A blind tasting of oaked Sauvignons from around the world on the 3rd July at London Cru, organised by Jean-Christophe Mau and Richard Bampfield MW was a welcome opportunity to revisit West London’s ‘flavour of the month’ venue, as well, of course, to taste an interesting and perhaps overlooked category. Richard’s invitation proposed that: “ as Sauvignon Blanc is so ubiquitous and producers will need to work harder to add value and create their points of difference in future, the use of oak will become more widespread”.
The tasting was very well attended; all the luminaries of the world of wine journalism were there (including me), so there must be something to Richard’s assertion. I think we have become submerged in the overpoweringly citrus and fruit-some (Marlborough, mainly, but not exclusively) unoaked version, to the exclusion of the more traditional, complex perhaps, version.

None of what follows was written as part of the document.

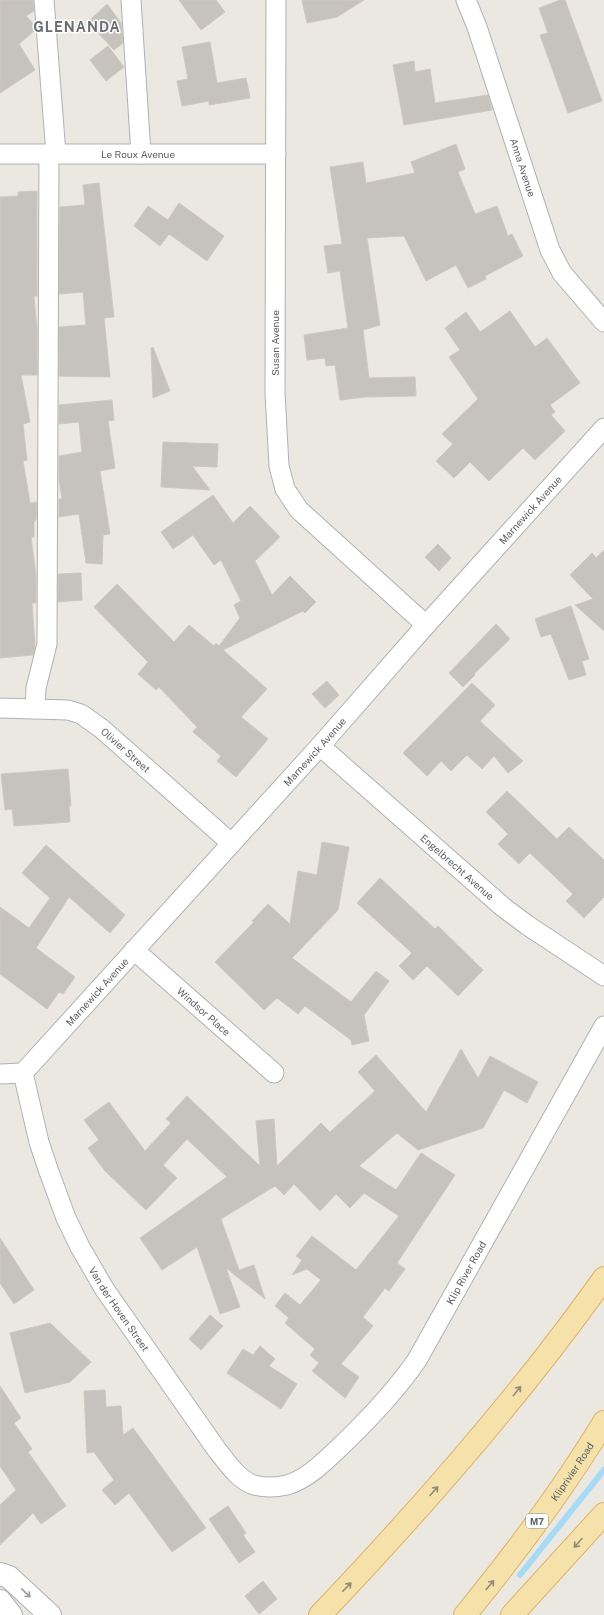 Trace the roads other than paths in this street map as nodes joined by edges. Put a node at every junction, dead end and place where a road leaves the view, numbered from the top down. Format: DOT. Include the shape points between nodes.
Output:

Overall, I found most very good; my lowest mark was 15/20. Looking back over the crib sheet, my high marks (18-19) were fairly evenly distributed between old and new world. In my notes I did record a less prominent fruit in many of the old world ones, and low marks to some French ones where the oak seemed a bit dried and resinous, and not supported by sufficient fruit, but I really liked the integration of oak in Didier Dagueneau’s Pur Sang 2008. It was surprisingly fresh, not showing its six years of age, other than in the oak (fermented and aged in new oak) integration. In my notes I see ‘Fumé style’ against this wine, which is encouraging for my tasting skills as the wines were blind. Happily, since this was their tasting, I gave a good blind rating to Ch. Brown 2012, which I found attractively toasty and spicy. I wasn’t as negative as I expected to be about heavily oaked new world styles, in fact as long as the fruit wasn’t dominated I found several with really well-integrated, classy oak, again in the ‘Fumé’ style; Jordan ‘The Outlier’ 2012 in Stellenbosch, Terre a Terre 2013 in Wrattonbully, and Chimney rock, Elevage Blanc 2010 in Napa stood out for me in this style. My highest mark (19, I don’t do 20) went to Valdivieso’s Wild Fermented Leyda 2012, aged for 11 months in 500L French oak, and good marks to most of the Bordeaux blends with Semillon (although there weren’t many).
I think Richard and Jean-Chiristophe are right that this is a rewarding category. Value is added in the complexity and broader, spicier flavours of the oaked versions, particularly when this is not to the detriment of the brightness of fruit, and that applies to both old and new world versions. I’m just rushing off to buy some oak-aged Chilean Sauvignon now!